▶ _DATASET ENTRIES_:
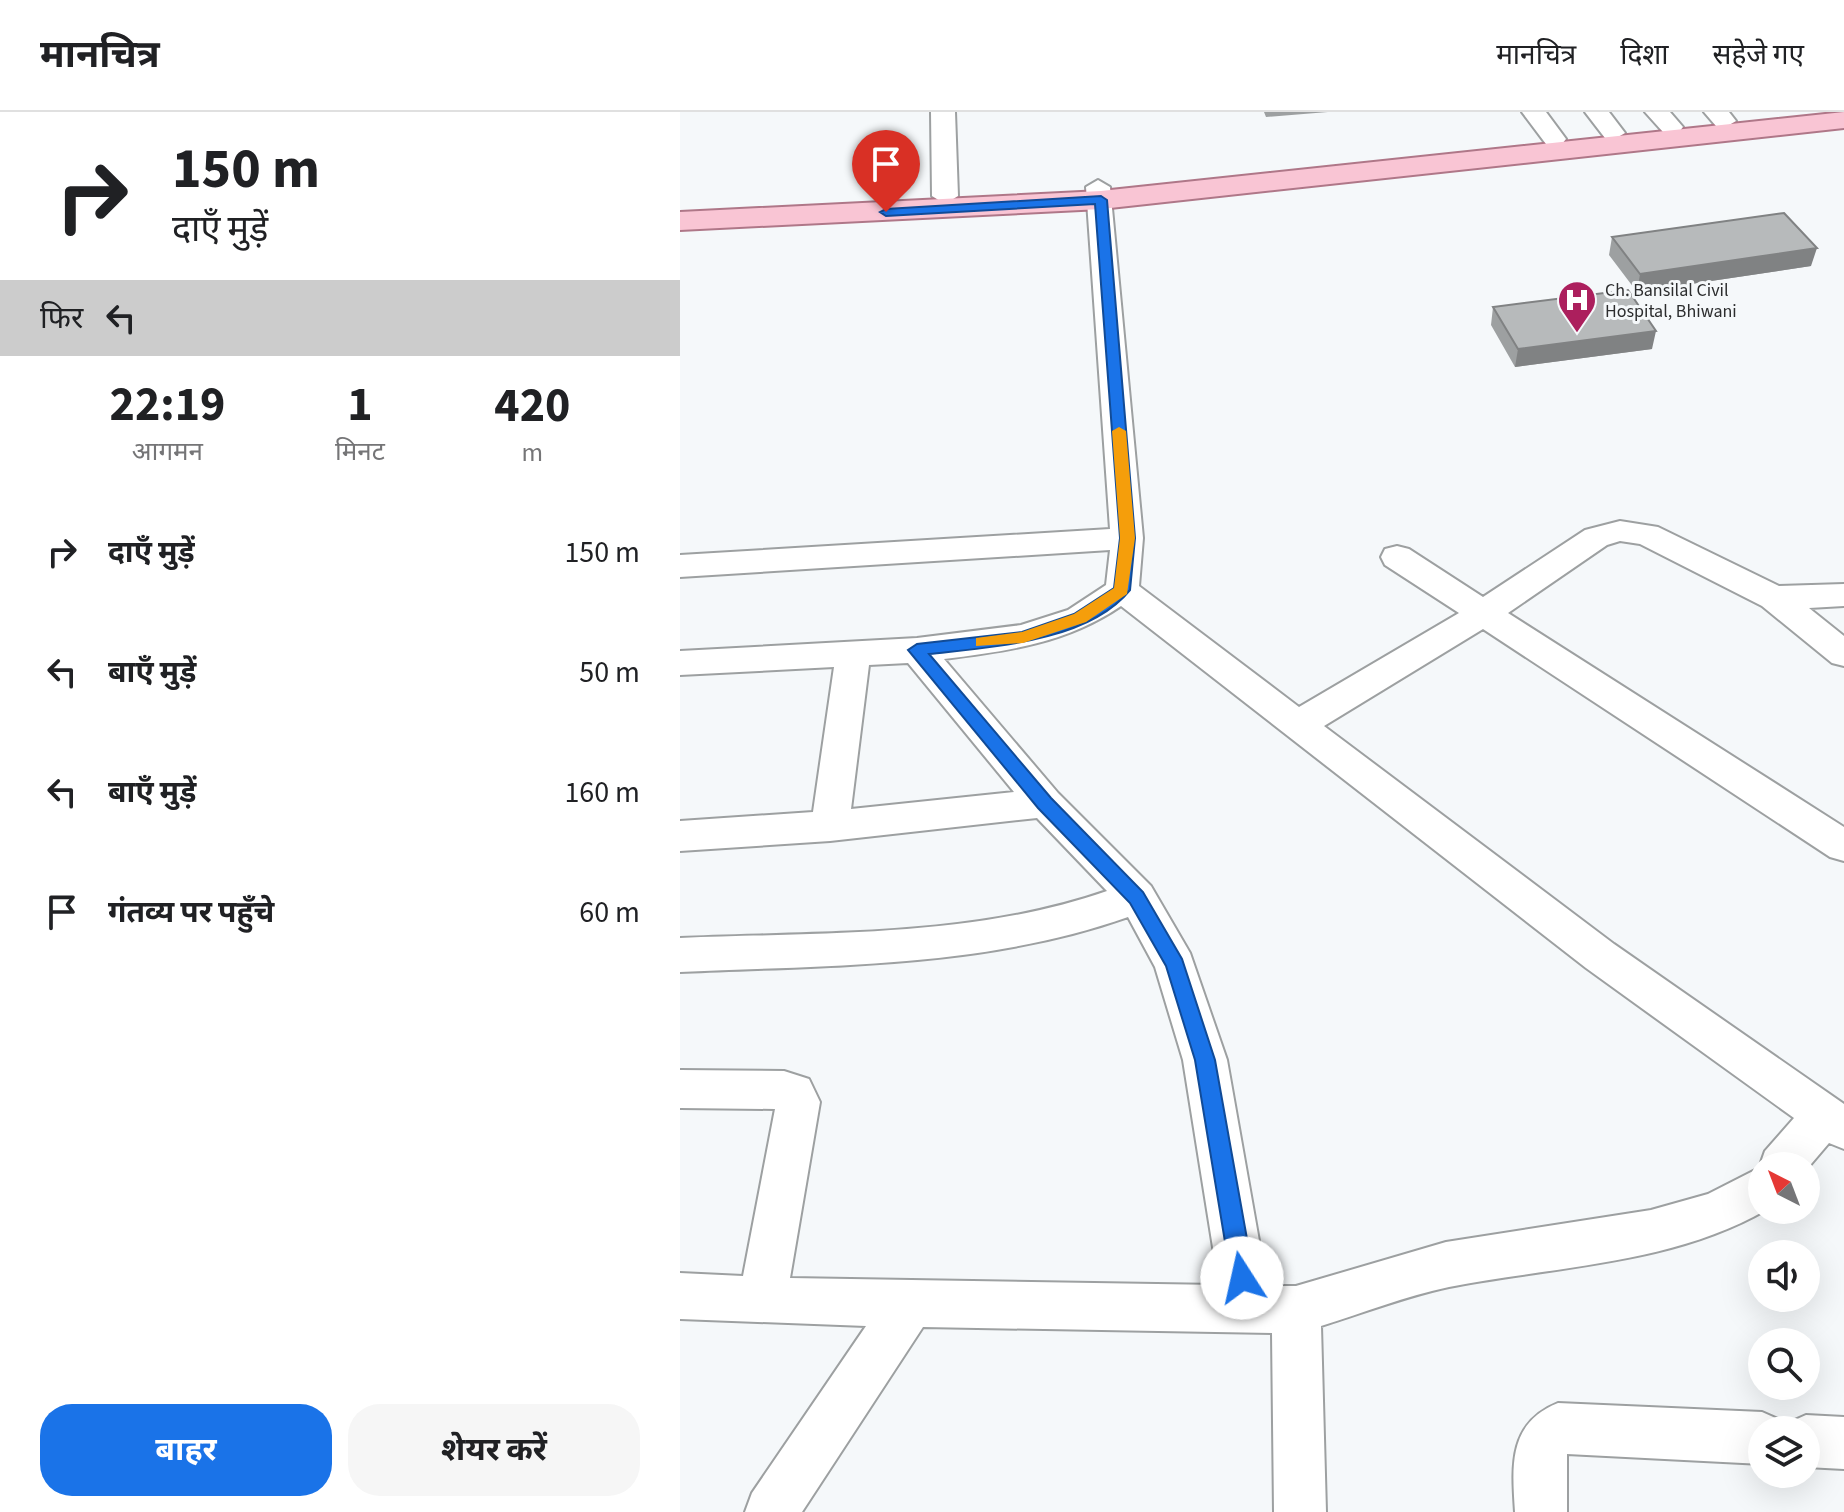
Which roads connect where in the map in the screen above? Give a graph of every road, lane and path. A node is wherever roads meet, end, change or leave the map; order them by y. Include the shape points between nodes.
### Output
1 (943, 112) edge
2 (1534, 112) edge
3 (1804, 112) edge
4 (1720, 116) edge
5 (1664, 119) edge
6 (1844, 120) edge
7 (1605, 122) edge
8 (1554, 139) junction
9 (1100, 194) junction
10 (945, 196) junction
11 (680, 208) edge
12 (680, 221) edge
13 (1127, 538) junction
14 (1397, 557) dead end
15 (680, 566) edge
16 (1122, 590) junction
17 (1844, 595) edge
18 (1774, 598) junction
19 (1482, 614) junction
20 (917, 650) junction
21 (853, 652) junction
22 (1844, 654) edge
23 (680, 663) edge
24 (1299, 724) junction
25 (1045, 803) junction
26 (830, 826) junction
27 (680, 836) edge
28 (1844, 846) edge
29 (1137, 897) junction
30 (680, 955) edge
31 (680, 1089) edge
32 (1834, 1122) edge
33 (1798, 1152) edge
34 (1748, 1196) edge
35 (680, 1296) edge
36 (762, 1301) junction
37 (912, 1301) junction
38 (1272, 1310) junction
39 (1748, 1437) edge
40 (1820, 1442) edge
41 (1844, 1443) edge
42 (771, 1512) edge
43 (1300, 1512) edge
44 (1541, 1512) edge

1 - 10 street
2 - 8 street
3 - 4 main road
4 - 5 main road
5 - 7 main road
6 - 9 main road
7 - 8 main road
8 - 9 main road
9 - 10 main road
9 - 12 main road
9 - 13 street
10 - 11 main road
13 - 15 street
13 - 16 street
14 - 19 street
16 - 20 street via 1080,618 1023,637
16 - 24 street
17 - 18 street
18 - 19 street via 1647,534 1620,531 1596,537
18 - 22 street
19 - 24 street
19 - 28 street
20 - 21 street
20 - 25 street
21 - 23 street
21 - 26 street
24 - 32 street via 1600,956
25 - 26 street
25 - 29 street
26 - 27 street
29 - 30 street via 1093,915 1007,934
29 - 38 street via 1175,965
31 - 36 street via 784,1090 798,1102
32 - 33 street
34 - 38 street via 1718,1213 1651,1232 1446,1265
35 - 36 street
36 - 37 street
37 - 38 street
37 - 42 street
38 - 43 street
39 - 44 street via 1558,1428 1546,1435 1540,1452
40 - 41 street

▶ _THE TASK_: Could you write all the entries out again exactly, but without their pictures?

▶ _EXERCISE OUTPUT_:
Which roads connect where in the map in the screen above? Give a graph of every road, lane and path. A node is wherever roads meet, end, change or leave the map; order them by y. Include the shape points between nodes.
### Output
1 (943, 112) edge
2 (1534, 112) edge
3 (1804, 112) edge
4 (1720, 116) edge
5 (1664, 119) edge
6 (1844, 120) edge
7 (1605, 122) edge
8 (1554, 139) junction
9 (1100, 194) junction
10 (945, 196) junction
11 (680, 208) edge
12 (680, 221) edge
13 (1127, 538) junction
14 (1397, 557) dead end
15 (680, 566) edge
16 (1122, 590) junction
17 (1844, 595) edge
18 (1774, 598) junction
19 (1482, 614) junction
20 (917, 650) junction
21 (853, 652) junction
22 (1844, 654) edge
23 (680, 663) edge
24 (1299, 724) junction
25 (1045, 803) junction
26 (830, 826) junction
27 (680, 836) edge
28 (1844, 846) edge
29 (1137, 897) junction
30 (680, 955) edge
31 (680, 1089) edge
32 (1834, 1122) edge
33 (1798, 1152) edge
34 (1748, 1196) edge
35 (680, 1296) edge
36 (762, 1301) junction
37 (912, 1301) junction
38 (1272, 1310) junction
39 (1748, 1437) edge
40 (1820, 1442) edge
41 (1844, 1443) edge
42 (771, 1512) edge
43 (1300, 1512) edge
44 (1541, 1512) edge

1 - 10 street
2 - 8 street
3 - 4 main road
4 - 5 main road
5 - 7 main road
6 - 9 main road
7 - 8 main road
8 - 9 main road
9 - 10 main road
9 - 12 main road
9 - 13 street
10 - 11 main road
13 - 15 street
13 - 16 street
14 - 19 street
16 - 20 street via 1080,618 1023,637
16 - 24 street
17 - 18 street
18 - 19 street via 1647,534 1620,531 1596,537
18 - 22 street
19 - 24 street
19 - 28 street
20 - 21 street
20 - 25 street
21 - 23 street
21 - 26 street
24 - 32 street via 1600,956
25 - 26 street
25 - 29 street
26 - 27 street
29 - 30 street via 1093,915 1007,934
29 - 38 street via 1175,965
31 - 36 street via 784,1090 798,1102
32 - 33 street
34 - 38 street via 1718,1213 1651,1232 1446,1265
35 - 36 street
36 - 37 street
37 - 38 street
37 - 42 street
38 - 43 street
39 - 44 street via 1558,1428 1546,1435 1540,1452
40 - 41 street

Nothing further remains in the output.